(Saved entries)
==*==
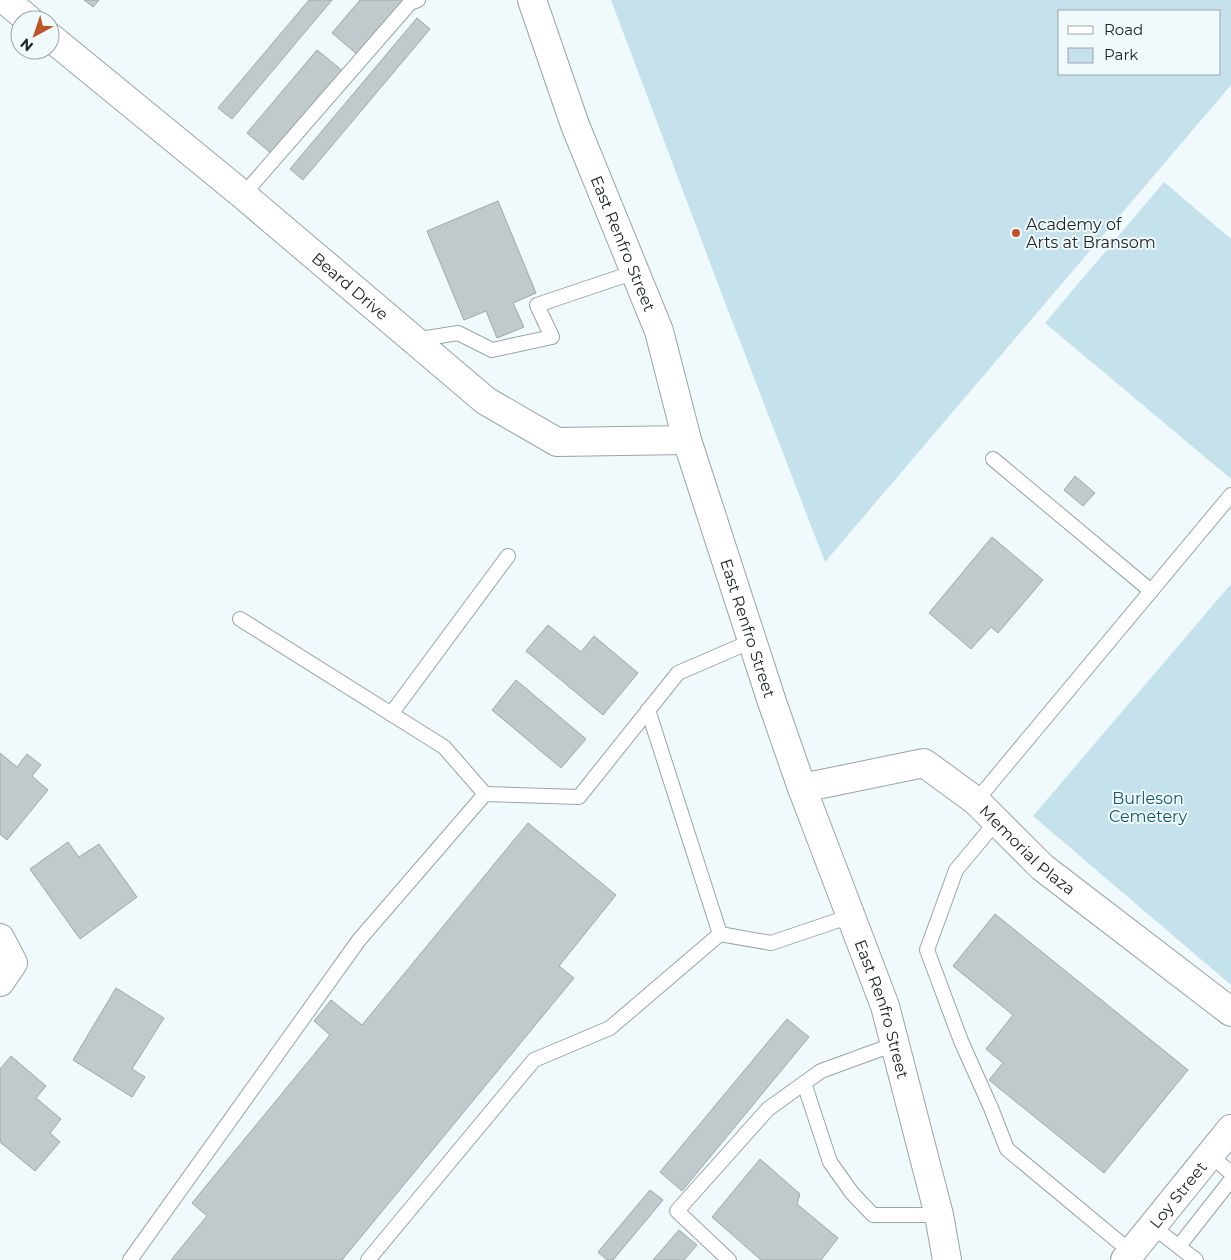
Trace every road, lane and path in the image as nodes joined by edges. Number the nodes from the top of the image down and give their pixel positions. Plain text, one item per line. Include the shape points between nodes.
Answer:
1 (5, 0) edge
2 (418, 0) edge
3 (532, 0) edge
4 (17, 10) edge
5 (60, 45) edge
6 (244, 195) junction
7 (635, 272) junction
8 (414, 340) junction
9 (687, 440) junction
10 (993, 459) dead end
11 (1231, 495) edge
12 (508, 556) dead end
13 (1151, 591) junction
14 (240, 619) dead end
15 (752, 641) junction
16 (648, 710) junction
17 (391, 714) junction
18 (802, 788) junction
19 (485, 794) junction
20 (976, 801) junction
21 (996, 822) junction
22 (851, 916) junction
23 (720, 934) junction
24 (0, 938) edge
25 (0, 982) edge
26 (1231, 1012) edge
27 (895, 1044) junction
28 (804, 1083) junction
29 (1231, 1129) edge
30 (1210, 1155) junction
31 (1231, 1173) edge
32 (1231, 1180) edge
33 (939, 1214) junction
34 (1152, 1226) junction
35 (1179, 1246) junction
36 (1128, 1256) edge
37 (130, 1260) edge
38 (368, 1260) edge
39 (729, 1260) edge
40 (947, 1260) edge
41 (1196, 1260) edge

1 - 4 street
2 - 6 lane via 410,3
3 - 7 street, East Renfro Street via 575,125
5 - 6 street, Beard Drive
6 - 8 street, Beard Drive
7 - 8 lane via 538,305 552,337 492,350 458,333
7 - 9 street, East Renfro Street via 659,331
8 - 9 street, Beard Drive via 486,402 558,442
9 - 15 street, East Renfro Street
10 - 13 lane
11 - 13 lane
12 - 17 lane
13 - 20 lane
14 - 17 lane
15 - 16 lane via 678,673
15 - 18 street, East Renfro Street
16 - 19 lane via 579,796
16 - 23 lane
17 - 19 lane via 444,747
18 - 20 street, Memorial Plaza via 924,763
18 - 22 street, East Renfro Street
19 - 37 lane via 359,940
20 - 21 street, Memorial Plaza
21 - 26 street, Memorial Plaza via 1042,867
21 - 36 lane via 956,870 927,950 1007,1149
22 - 23 lane via 771,943
22 - 27 street, East Renfro Street via 885,1006
23 - 38 lane via 610,1028 534,1060
24 - 25 street via 13,963
27 - 28 lane via 821,1071
27 - 33 street, East Renfro Street
28 - 33 lane via 830,1162 873,1215
28 - 39 lane via 768,1109 677,1211
29 - 30 street, Loy Street
30 - 31 lane
30 - 34 street, Loy Street
32 - 35 lane
33 - 40 street, East Renfro Street
34 - 35 lane
34 - 36 street, Loy Street
35 - 41 lane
==*==
Where the string "Memorial" occurs in the data, return the whole line.

18 - 20 street, Memorial Plaza via 924,763
20 - 21 street, Memorial Plaza
21 - 26 street, Memorial Plaza via 1042,867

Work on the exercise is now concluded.